→ **WORK ORDER**
Find every line in the entries that holds the string "numbered" and report it.

→ **DATA LISTING**
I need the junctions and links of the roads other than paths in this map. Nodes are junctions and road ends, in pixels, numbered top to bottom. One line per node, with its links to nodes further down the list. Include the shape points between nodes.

...

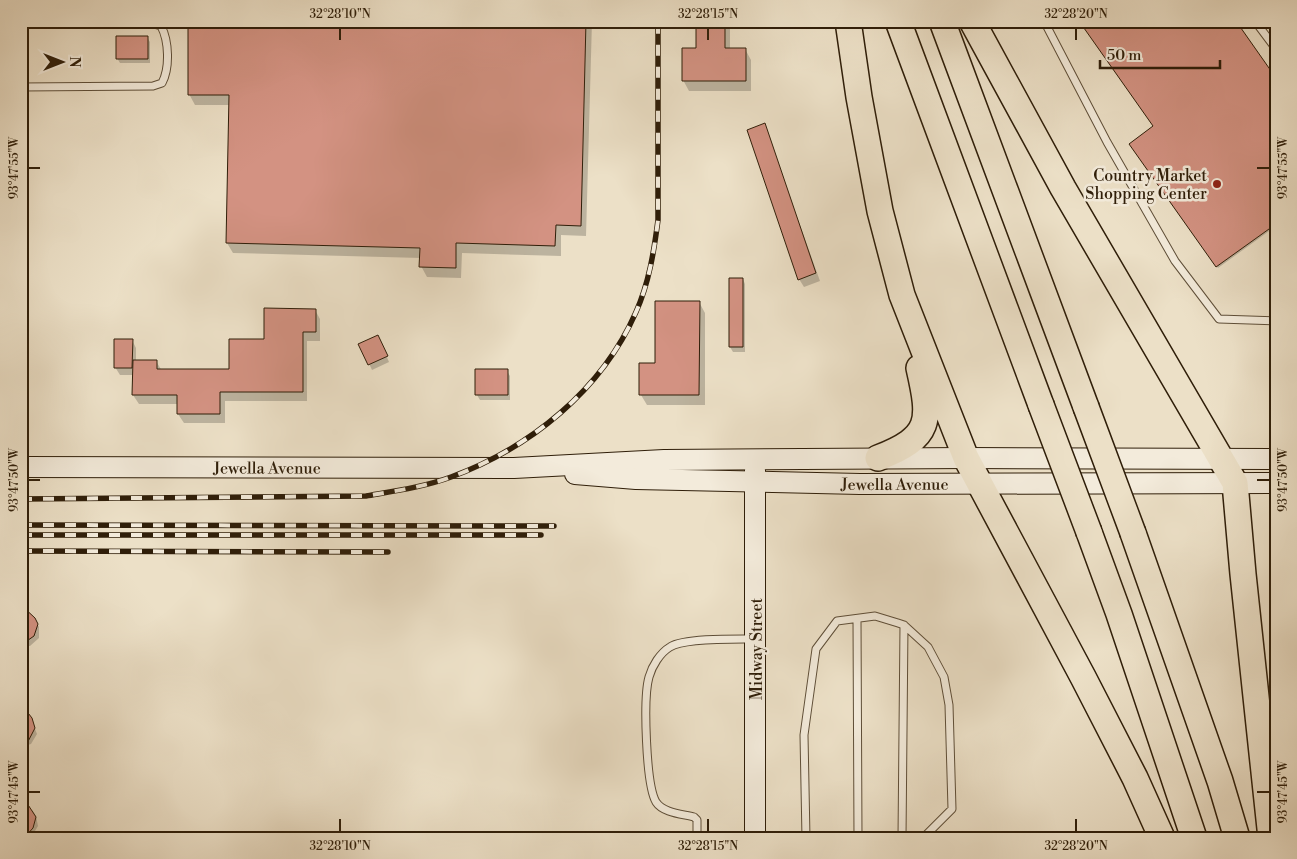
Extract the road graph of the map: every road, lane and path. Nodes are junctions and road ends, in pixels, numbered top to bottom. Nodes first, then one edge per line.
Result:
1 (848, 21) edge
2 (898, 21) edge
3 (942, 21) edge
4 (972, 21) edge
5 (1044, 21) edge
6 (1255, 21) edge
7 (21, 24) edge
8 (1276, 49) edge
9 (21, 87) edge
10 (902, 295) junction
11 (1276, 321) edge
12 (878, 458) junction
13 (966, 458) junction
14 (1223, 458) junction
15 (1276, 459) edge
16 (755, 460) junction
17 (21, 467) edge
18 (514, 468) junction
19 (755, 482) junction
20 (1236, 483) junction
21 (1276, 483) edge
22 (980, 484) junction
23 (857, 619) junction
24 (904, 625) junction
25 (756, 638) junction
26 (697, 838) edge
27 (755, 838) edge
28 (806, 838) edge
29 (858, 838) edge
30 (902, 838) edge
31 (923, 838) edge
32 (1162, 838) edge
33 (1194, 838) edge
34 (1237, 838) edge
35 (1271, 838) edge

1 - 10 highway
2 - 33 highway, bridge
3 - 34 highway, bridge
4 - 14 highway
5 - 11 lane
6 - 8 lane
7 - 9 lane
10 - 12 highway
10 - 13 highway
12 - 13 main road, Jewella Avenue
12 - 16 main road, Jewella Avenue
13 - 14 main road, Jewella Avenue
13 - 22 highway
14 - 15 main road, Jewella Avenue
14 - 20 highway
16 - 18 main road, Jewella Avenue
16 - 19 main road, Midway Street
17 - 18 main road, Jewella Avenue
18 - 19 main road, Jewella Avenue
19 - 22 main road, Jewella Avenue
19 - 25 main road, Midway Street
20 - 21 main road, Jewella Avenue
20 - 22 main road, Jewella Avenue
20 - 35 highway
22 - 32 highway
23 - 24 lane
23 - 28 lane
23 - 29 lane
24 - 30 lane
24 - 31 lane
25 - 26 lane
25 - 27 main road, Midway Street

→ **REPLY**
I need the junctions and links of the roads other than paths in this map. Nodes are junctions and road ends, in pixels, numbered top to bottom. One line per node, with its links to nodes further down the list. Include the shape points between nodes.
Extract the road graph of the map: every road, lane and path. Nodes are junctions and road ends, in pixels, numbered top to bottom. Nodes first, then one edge per line.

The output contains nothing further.